How to Create Requirements.txt File in Python
A requirements.txt file is a text file that lists all the Python dependencies required for a project. It enables users to install all dependencies quickly with a single command, ensuring consistency across different environments.
1. Why Use a requirements.txt File?
- Reproducibility: All developers and production environments will be working on the same versions of packages.
- Portability: It allows the easy transfer of the project to other machines.
- Deployment: It supports deployment of projects on cloud platforms or servers with the required dependencies.
- Collaboration: Allows team members to install all dependencies quickly.
2. Creating a requirements.txt File
Method 1: Manually Creating requirements.txt
You can manually create and write dependencies in requirements.txt.
Steps:
- Open a terminal (Command Prompt, PowerShell, or Bash).
- Create the file using a text editor:
- Windows:
notepad requirements.txt
- Linux/macOS:
nano requirements.txt
3. Add package names and versions (one per line):
numpy==1.21.2
pandas>=1.3.0
flask<=2.0.0
requests
==→ Exact version (e.g.,numpy==1.21.2)>=→ Minimum version (e.g.,pandas>=1.3.0)<=→ Maximum version (e.g.,flask<=2.0.0)
4. Save the file.
Method 2: Automatically Generating requirements.txt
If you have already installed the required packages, you can generate requirements.txt automatically.
Using pip freeze
pip freeze lists all installed packages with their versions.
Steps:
- Open a terminal.
- Run:
pip freeze > requirements.txt
3. Expected output in requirements.txt:
certifi==2021.5.30
charset-normalizer==2.0.4
flask==2.0.1
numpy==1.21.2
pandas==1.3.3
requests==2.26.0
Now, your requirements.txt file is automatically created with all installed packages.
Alternative: Using pip list
pip list also shows installed packages but does not format them like pip freeze.
Steps:
pip list > requirements.txt
Output Example (not formatted like pip freeze):
Package Version
--------------- -------
certifi 2021.5.30
charset-normalizer 2.0.4
flask 2.0.1
numpy 1.21.2
pandas 1.3.3
requests 2.26.0
Note: You may need to manually edit this output before using it in
requirements.txt.
3. Installing Dependencies from requirements.txt
Once you have a requirements.txt file, you can install all dependencies using:
pip install -r requirements.txt
Expected Output:
Collecting flask==2.0.1
Downloading Flask-2.0.1-py3-none-any.whl (94 kB)
Collecting numpy==1.21.2
Downloading numpy-1.21.2-cp39-cp39-win_amd64.whl (14.0 MB)
...
Successfully installed flask-2.0.1 numpy-1.21.2 pandas-1.3.3 requests-2.26.0
All dependencies listed in requirements.txt are now installed!

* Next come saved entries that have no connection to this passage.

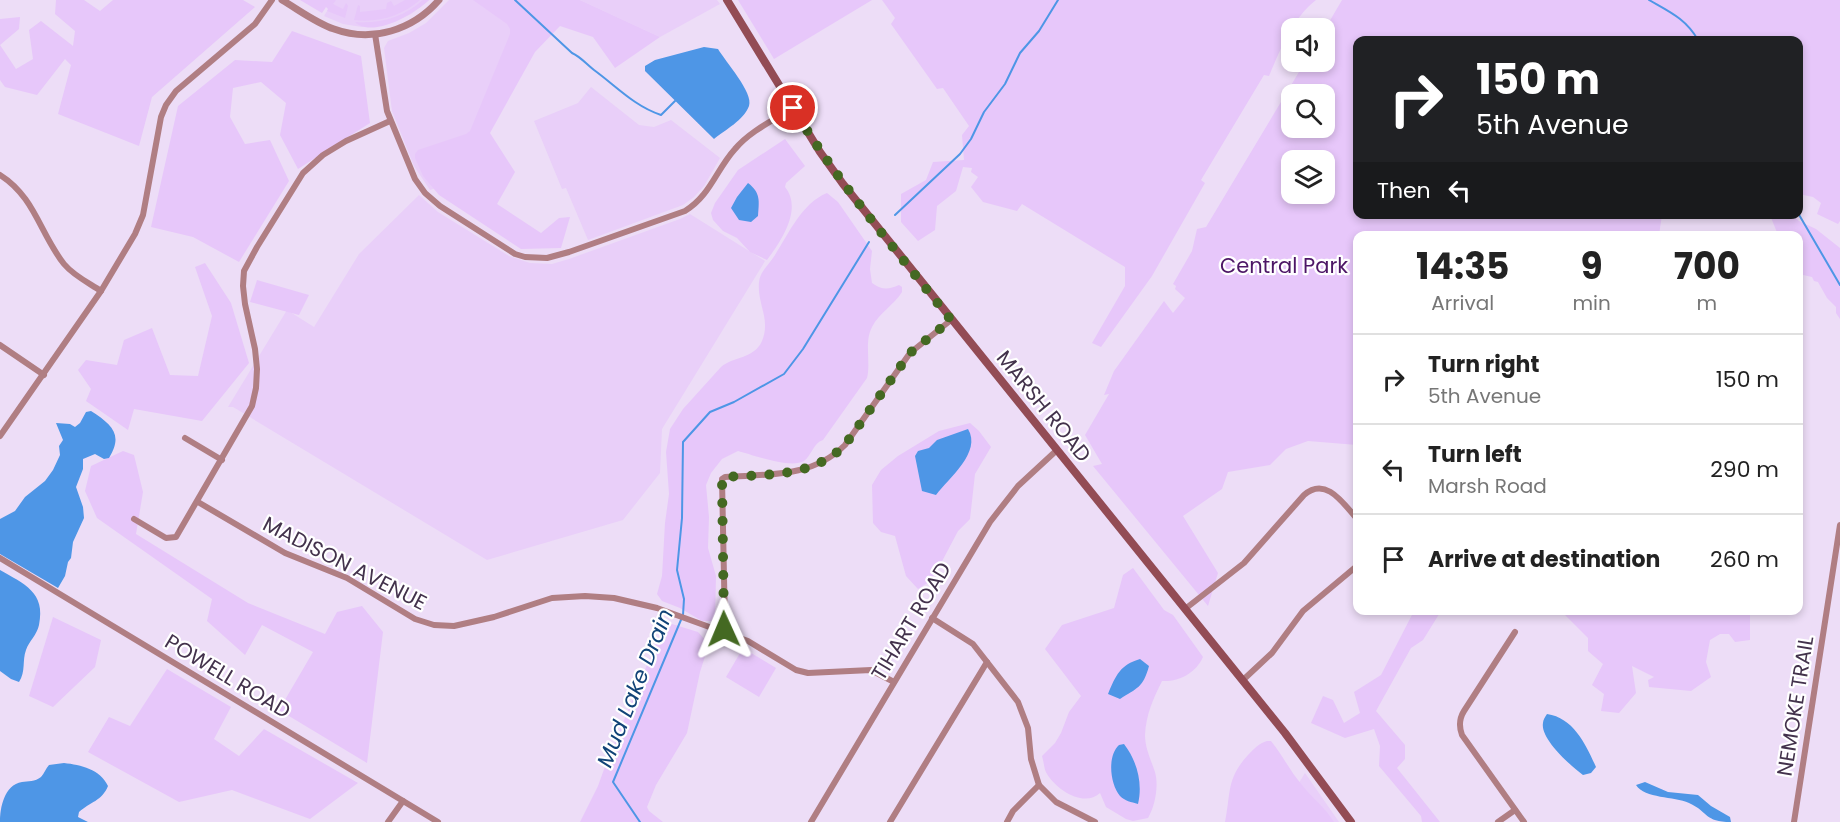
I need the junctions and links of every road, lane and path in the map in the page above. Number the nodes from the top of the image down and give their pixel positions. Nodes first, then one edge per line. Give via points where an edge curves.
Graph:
1 (272, 0) edge
2 (282, 0) edge
3 (439, 0) edge
4 (727, 0) edge
5 (375, 34) junction
6 (793, 108) junction
7 (390, 121) junction
8 (0, 175) edge
9 (101, 291) junction
10 (951, 320) junction
11 (0, 345) edge
12 (44, 375) junction
13 (0, 436) edge
14 (185, 438) dead end
15 (1057, 450) junction
16 (222, 460) junction
17 (198, 502) junction
18 (1353, 515) edge
19 (134, 519) dead end
20 (1840, 525) edge
21 (0, 558) edge
22 (1353, 569) edge
23 (1185, 609) junction
24 (932, 618) junction
25 (723, 632) junction
26 (1515, 632) dead end
27 (987, 662) junction
28 (1243, 680) junction
29 (894, 682) junction
30 (1040, 785) junction
31 (403, 801) junction
32 (1515, 810) junction
33 (388, 822) edge
34 (438, 822) edge
35 (811, 822) edge
36 (890, 822) edge
37 (1007, 822) edge
38 (1095, 822) edge
39 (1350, 822) edge
40 (1498, 822) edge
41 (1524, 822) edge
42 (1794, 822) edge

1 - 9 street via 255,24 176,91 166,105 141,222
2 - 5 street via 333,29
3 - 5 street via 411,24
4 - 6 main road, MARSH ROAD
5 - 7 street
6 - 7 street via 736,146 707,192 691,207 547,258 515,254 432,200 411,172
6 - 10 main road, MARSH ROAD via 843,184
7 - 16 street via 345,141 303,172 244,271 256,388 252,406
8 - 9 street via 23,194 66,266
9 - 12 street
10 - 15 main road, MARSH ROAD
10 - 25 street via 910,353 845,445 833,456 802,471 722,479
11 - 12 street
12 - 13 street
14 - 16 street
15 - 23 main road, MARSH ROAD
15 - 24 street, TIHART ROAD via 1002,505
16 - 17 street
17 - 19 street via 173,538 166,538
17 - 25 street, MADISON AVENUE via 277,549 347,578 415,619 434,625 461,625 537,602 569,597 614,598
18 - 23 street via 1327,489 1312,489 1243,563
20 - 42 street, NEMOKE TRAIL
21 - 31 street, POWELL ROAD
22 - 28 street via 1303,611 1272,653
23 - 28 main road, MARSH ROAD
24 - 27 street via 969,640
24 - 29 street, TIHART ROAD
25 - 29 street, MADISON AVENUE via 748,641 796,670 871,670
26 - 32 street via 1460,723 1462,735
27 - 30 street via 1018,702 1028,728 1034,772
27 - 36 street
28 - 39 main road, MARSH ROAD
29 - 35 street, TIHART ROAD
30 - 37 street
30 - 38 street via 1056,802
31 - 33 street
31 - 34 street, POWELL ROAD
32 - 40 street
32 - 41 street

4. Best Practices for requirements.txt
(A) Use a Virtual Environment
A virtual environment isolates dependencies to prevent conflicts.
Steps:
1. Create a virtual environment:
python -m venv myenv
2. Activate the virtual environment:
- Windows:
myenv\Scripts\activate
- macOS/Linux:
source myenv/bin/activate
3. Install dependencies inside the virtual environment:
pip install flask pandas requests
(B) Use Version Pinning
Instead of listing just package names, specify versions:
flask==2.0.1
requests>=2.26.0
numpy<=1.21.2
This ensures everyone installs the same versions.
(C) Keep requirements.txt Updated
If you install new packages, update requirements.txt:
pip freeze > requirements.txt
This prevents missing dependencies.
(D) Check for Security Issues
Use pip-audit to check for vulnerabilities:
pip install pip-audit
pip-audit
This ensures secure dependencies.
5. Example Workflow (Step-by-Step Guide)
(1) Create a Virtual Environment
python -m venv myproject_env
Activate:
source myproject_env/bin/activate # macOS/Linux
myproject_env\Scripts\activate # Windows
(2) Install Required Packages
pip install flask pandas requests
(3) Generate requirements.txt
pip freeze > requirements.txt
(4) Share requirements.txt
Send requirements.txt to others.
(5) Install Dependencies on Another System
pip install -r requirements.txt
Conclusion
A requirements.txt file is essential to manage dependencies in Python projects. One might create it manually or get it automatically from pip freeze. It ensures consistency across the environments, facilitates deployment, and makes collaboration easier.